Task details:
Within the data below, count the lines that include the word "nodes". Provide the number and nothing further.

Material for this task:
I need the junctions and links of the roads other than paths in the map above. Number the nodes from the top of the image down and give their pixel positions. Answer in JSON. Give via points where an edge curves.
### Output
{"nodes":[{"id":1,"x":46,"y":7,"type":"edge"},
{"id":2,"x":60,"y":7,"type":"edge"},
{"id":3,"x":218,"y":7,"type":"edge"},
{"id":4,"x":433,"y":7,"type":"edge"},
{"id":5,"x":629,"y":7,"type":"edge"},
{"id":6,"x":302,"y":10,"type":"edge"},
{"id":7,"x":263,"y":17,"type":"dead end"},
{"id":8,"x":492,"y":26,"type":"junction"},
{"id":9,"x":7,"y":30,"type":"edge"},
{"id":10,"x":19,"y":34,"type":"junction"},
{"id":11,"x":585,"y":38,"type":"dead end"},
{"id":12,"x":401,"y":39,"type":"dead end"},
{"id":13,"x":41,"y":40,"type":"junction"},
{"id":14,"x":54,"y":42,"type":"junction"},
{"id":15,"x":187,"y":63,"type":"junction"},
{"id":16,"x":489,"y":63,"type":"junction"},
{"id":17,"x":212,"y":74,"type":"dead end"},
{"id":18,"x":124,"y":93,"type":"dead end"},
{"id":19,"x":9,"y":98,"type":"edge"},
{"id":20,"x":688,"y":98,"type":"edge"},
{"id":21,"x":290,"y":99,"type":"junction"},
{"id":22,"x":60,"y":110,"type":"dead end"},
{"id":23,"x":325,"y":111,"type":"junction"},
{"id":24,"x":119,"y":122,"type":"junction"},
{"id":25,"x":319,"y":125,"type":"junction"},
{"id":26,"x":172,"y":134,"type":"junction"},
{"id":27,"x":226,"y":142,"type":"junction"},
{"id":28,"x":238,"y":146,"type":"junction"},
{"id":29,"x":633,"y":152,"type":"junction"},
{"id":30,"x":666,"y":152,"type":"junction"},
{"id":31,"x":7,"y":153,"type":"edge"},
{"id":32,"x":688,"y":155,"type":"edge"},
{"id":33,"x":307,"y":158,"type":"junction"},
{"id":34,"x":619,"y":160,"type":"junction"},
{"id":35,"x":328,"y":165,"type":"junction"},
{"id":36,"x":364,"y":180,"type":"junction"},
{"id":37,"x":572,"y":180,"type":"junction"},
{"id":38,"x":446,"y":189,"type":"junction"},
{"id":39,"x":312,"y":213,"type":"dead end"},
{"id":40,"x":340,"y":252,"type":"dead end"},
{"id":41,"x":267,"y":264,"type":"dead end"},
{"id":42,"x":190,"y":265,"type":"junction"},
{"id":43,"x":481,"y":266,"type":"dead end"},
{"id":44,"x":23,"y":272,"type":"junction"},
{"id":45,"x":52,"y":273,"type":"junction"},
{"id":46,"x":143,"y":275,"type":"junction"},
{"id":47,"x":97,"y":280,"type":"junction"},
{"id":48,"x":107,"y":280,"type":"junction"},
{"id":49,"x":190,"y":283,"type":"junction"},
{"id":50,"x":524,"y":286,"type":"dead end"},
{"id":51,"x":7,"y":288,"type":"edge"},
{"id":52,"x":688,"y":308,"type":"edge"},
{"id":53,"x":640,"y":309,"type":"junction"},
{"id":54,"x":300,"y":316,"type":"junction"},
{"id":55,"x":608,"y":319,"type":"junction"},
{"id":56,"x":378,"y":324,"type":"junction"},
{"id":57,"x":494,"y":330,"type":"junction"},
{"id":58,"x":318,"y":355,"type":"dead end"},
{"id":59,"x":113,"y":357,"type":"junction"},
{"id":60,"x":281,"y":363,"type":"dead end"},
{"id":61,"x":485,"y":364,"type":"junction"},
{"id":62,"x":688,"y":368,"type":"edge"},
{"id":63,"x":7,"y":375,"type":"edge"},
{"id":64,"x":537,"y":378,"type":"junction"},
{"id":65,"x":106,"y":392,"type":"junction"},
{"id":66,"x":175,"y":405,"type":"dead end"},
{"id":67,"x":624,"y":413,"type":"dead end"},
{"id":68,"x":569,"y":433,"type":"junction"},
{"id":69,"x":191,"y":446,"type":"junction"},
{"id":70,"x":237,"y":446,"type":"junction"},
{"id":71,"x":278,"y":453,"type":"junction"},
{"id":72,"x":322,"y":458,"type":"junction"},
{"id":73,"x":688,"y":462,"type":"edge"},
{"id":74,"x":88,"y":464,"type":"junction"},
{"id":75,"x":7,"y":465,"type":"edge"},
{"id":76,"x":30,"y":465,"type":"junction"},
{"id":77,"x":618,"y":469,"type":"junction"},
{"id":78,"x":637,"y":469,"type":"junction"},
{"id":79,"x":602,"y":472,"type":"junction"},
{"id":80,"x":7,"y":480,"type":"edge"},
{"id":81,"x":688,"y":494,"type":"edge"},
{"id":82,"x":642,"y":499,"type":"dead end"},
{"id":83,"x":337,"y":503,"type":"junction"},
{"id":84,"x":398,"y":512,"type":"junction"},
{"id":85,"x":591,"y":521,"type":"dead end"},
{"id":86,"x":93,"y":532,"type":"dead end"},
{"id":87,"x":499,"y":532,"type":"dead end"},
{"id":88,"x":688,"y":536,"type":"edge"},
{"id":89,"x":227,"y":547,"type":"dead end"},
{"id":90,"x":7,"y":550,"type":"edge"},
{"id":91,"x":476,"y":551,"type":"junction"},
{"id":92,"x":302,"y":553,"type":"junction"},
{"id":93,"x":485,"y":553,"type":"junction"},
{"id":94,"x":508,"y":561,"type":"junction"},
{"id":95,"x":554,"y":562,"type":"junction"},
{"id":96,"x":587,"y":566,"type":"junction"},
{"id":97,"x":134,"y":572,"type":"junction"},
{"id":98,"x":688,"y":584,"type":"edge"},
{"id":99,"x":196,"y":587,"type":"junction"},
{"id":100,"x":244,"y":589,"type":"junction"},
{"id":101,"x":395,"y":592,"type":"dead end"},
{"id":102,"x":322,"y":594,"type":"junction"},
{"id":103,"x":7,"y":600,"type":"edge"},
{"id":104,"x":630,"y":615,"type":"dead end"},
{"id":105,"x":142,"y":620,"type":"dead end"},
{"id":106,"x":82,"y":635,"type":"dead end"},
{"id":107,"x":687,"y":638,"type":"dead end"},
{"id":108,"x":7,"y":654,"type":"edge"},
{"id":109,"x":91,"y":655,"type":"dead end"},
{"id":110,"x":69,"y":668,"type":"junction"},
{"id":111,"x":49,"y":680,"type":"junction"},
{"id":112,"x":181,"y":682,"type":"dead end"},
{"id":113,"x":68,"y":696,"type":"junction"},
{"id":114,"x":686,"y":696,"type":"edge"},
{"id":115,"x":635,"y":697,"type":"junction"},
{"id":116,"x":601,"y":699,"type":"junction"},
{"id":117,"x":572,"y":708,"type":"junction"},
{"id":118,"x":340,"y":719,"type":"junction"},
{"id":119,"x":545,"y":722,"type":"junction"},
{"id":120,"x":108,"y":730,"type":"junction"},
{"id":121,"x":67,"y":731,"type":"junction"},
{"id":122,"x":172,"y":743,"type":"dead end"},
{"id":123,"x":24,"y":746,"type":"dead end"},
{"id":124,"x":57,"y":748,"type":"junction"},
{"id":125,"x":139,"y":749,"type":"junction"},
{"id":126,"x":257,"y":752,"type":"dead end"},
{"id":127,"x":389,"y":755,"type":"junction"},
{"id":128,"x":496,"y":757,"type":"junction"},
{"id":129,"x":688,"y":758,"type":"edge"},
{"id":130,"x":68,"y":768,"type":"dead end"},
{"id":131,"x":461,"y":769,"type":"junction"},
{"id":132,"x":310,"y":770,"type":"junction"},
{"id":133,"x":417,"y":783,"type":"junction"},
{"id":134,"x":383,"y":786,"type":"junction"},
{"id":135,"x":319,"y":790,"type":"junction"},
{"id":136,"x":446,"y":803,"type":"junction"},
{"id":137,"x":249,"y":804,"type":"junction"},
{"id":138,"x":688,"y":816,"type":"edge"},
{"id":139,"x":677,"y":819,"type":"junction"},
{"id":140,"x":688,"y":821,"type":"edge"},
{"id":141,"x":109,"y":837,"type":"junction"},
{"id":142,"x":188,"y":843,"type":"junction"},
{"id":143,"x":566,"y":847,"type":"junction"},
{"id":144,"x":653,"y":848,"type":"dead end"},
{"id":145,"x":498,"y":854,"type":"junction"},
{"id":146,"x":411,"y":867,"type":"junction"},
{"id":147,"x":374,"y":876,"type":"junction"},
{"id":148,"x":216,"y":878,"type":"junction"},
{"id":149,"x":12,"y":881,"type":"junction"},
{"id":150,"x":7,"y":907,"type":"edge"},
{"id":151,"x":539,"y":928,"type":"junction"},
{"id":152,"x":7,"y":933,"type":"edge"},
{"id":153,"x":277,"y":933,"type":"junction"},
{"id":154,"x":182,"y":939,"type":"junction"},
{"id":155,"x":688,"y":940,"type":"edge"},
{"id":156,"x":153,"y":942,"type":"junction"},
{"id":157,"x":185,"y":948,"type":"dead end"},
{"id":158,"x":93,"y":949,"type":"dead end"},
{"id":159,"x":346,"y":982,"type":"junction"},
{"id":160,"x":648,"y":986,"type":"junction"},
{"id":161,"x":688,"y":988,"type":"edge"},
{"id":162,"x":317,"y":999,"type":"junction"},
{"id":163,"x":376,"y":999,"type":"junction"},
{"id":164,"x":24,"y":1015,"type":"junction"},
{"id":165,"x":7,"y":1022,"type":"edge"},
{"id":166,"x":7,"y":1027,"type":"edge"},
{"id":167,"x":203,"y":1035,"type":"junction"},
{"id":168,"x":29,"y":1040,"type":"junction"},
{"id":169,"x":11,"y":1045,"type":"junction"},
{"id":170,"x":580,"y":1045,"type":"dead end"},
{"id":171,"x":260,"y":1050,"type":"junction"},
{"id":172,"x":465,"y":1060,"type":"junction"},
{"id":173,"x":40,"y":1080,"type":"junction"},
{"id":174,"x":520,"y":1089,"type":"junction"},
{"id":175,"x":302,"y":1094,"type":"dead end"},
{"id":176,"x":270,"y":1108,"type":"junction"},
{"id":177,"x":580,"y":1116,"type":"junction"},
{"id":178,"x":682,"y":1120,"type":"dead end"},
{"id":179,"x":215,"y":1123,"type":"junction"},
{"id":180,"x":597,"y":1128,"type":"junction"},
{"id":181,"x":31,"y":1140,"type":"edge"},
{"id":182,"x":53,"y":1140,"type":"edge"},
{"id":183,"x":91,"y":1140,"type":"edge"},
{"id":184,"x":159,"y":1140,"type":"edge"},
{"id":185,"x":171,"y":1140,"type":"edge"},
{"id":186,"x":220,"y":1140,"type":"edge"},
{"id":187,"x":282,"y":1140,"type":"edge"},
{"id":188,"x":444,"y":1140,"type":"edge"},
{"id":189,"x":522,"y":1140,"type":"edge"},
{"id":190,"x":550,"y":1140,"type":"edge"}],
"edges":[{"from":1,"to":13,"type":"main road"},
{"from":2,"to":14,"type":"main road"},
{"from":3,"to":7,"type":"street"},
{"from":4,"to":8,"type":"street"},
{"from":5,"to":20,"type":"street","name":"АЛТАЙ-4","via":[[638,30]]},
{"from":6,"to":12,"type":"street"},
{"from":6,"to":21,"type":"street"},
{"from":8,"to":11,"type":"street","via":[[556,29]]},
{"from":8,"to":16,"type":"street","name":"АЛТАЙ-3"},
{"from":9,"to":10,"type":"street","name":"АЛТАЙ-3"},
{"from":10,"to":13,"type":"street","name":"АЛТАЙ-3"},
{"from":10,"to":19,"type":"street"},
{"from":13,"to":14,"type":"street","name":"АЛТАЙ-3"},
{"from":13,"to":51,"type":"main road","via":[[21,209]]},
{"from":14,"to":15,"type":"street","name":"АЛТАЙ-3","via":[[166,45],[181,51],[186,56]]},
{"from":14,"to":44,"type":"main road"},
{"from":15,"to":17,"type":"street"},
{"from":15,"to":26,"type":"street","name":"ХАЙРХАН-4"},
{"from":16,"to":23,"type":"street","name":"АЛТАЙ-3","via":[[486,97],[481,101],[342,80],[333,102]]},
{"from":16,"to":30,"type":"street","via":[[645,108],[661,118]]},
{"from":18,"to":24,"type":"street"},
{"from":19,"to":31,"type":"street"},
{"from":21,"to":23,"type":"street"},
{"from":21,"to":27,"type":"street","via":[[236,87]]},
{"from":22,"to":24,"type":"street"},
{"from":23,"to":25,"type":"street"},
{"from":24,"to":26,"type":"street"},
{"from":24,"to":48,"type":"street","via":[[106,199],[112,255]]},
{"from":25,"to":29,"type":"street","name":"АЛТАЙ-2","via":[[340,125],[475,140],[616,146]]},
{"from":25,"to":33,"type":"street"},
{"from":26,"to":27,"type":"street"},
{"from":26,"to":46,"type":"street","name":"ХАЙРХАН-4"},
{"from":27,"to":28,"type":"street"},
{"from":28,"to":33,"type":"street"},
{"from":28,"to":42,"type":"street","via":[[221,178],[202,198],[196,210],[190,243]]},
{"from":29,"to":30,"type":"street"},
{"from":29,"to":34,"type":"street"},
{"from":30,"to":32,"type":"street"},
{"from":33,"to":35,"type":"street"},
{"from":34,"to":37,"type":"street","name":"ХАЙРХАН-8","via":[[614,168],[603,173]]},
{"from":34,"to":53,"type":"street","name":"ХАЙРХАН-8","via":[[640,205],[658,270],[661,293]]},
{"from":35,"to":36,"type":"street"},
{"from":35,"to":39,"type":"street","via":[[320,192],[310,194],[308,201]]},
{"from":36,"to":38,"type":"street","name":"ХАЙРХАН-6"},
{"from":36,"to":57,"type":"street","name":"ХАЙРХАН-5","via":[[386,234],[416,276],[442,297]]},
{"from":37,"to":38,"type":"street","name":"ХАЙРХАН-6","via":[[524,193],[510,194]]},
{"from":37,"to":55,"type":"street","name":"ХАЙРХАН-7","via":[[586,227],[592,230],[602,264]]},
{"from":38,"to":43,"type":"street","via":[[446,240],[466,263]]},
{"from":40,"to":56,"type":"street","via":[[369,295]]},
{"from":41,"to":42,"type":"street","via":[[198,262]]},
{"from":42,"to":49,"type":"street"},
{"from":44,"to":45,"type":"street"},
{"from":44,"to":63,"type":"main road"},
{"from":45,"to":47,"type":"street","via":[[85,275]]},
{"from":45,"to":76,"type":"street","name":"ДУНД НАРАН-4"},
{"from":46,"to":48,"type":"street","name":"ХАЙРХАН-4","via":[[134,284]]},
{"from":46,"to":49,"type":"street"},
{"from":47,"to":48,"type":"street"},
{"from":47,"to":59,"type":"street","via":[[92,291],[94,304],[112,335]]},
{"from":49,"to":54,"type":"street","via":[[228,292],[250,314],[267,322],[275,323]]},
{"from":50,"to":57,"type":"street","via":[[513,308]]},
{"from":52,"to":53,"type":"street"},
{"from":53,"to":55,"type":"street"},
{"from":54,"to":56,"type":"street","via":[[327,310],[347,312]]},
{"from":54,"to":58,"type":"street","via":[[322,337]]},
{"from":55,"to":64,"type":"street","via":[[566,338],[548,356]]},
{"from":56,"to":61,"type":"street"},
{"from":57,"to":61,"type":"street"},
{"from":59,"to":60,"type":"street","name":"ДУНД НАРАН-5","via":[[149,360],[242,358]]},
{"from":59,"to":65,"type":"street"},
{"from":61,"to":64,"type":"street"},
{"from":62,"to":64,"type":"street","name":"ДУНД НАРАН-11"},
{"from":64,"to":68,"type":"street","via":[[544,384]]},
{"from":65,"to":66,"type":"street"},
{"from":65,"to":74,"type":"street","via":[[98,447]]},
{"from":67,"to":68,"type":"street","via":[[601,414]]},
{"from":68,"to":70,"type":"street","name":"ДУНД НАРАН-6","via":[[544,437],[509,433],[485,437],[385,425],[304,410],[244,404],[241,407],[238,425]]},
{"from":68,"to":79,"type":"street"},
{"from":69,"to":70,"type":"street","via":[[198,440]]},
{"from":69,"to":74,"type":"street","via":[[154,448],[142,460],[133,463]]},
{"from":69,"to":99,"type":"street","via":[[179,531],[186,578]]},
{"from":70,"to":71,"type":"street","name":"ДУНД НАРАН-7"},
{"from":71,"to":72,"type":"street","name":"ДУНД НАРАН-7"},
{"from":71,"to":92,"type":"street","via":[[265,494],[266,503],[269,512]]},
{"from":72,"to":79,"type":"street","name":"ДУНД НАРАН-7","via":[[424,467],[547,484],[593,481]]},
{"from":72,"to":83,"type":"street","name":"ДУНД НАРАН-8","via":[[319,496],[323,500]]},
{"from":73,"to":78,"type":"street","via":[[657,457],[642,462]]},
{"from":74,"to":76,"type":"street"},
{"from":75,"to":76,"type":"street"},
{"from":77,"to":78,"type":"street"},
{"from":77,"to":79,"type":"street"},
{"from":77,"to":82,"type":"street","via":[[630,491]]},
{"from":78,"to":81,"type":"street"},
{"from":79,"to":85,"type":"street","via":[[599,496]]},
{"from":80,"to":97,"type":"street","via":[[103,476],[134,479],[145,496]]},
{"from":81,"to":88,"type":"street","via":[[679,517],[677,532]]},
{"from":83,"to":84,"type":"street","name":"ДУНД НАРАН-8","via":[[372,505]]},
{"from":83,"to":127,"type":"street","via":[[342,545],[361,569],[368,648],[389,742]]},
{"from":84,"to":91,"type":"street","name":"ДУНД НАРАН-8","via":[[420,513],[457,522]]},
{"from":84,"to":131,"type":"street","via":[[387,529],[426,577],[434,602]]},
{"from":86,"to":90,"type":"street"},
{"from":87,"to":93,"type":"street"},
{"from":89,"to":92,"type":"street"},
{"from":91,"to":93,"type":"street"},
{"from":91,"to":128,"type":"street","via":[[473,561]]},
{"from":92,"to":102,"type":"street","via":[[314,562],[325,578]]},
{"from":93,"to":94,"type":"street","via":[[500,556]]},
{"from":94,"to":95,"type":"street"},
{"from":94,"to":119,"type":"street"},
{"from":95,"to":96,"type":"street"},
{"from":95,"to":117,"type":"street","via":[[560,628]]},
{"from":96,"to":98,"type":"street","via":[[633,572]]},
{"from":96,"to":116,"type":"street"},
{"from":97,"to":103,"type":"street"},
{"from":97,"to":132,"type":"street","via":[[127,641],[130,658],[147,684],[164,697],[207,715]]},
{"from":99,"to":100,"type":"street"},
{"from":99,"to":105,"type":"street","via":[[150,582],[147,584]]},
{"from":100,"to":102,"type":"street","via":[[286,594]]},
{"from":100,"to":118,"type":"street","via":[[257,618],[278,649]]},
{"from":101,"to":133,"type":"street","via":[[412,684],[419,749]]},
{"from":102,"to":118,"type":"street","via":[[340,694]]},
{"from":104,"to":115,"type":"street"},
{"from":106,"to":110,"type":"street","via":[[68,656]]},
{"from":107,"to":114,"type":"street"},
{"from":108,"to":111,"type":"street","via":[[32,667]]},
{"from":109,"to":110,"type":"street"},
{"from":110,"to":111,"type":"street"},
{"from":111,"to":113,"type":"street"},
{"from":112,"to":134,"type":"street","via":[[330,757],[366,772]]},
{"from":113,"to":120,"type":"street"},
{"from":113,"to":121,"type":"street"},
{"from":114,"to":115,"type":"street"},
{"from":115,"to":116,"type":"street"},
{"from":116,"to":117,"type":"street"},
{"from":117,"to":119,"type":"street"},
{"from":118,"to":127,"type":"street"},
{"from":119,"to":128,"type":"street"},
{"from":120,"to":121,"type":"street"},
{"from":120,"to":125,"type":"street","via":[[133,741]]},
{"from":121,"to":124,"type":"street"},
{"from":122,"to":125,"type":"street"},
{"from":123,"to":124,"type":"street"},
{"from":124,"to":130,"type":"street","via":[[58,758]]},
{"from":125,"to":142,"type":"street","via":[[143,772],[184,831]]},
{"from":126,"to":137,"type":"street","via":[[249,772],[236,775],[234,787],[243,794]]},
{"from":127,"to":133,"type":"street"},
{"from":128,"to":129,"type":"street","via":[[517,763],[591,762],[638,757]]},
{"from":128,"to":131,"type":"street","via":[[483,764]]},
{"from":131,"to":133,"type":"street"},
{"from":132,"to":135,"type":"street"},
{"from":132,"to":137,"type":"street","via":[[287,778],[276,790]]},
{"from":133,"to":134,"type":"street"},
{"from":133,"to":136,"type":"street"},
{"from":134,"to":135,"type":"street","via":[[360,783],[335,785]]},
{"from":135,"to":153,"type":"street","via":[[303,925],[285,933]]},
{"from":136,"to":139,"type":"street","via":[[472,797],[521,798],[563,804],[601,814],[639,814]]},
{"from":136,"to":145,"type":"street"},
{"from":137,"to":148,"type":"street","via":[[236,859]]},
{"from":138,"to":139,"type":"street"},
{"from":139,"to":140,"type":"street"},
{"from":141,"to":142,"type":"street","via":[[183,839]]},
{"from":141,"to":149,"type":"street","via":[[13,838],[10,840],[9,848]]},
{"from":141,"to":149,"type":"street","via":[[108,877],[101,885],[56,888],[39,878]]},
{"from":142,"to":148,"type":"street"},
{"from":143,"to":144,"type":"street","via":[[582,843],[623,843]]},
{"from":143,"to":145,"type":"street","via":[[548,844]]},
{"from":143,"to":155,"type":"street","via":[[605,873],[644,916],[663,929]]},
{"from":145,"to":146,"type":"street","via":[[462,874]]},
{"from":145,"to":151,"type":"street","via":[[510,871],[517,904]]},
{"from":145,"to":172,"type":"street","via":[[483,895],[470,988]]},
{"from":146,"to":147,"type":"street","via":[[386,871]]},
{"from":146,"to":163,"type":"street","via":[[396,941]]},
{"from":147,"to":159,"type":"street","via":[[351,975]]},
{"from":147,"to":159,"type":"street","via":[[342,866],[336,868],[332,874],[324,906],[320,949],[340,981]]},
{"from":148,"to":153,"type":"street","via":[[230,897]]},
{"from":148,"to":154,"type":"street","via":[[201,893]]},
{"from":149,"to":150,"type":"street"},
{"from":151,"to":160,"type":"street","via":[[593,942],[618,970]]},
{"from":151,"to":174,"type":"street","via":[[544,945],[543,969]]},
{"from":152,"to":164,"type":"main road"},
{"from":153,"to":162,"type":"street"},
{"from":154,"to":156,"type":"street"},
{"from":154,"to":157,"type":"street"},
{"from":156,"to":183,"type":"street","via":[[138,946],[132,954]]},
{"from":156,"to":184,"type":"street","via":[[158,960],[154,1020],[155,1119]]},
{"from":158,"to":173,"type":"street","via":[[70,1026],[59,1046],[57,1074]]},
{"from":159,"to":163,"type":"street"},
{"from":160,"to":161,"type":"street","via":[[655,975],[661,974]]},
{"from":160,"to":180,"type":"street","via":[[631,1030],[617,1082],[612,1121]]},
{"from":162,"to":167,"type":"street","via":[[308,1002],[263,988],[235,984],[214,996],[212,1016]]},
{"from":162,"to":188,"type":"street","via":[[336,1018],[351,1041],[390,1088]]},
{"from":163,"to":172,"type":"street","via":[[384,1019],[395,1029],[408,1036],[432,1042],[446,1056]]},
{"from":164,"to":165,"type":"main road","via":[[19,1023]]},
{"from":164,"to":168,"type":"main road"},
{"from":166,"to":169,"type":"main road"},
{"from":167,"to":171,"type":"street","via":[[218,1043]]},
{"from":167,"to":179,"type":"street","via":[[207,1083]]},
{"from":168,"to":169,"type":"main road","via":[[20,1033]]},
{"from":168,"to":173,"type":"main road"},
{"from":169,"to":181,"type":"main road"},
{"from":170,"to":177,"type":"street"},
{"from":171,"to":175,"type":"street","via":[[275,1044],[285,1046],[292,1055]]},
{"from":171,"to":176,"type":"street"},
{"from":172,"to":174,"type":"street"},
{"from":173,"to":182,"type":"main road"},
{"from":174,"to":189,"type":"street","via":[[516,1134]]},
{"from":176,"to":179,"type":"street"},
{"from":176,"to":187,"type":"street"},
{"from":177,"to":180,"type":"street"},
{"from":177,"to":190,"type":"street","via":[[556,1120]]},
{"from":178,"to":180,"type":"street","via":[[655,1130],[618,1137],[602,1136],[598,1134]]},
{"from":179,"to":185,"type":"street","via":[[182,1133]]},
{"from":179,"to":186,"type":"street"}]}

Answer area:
2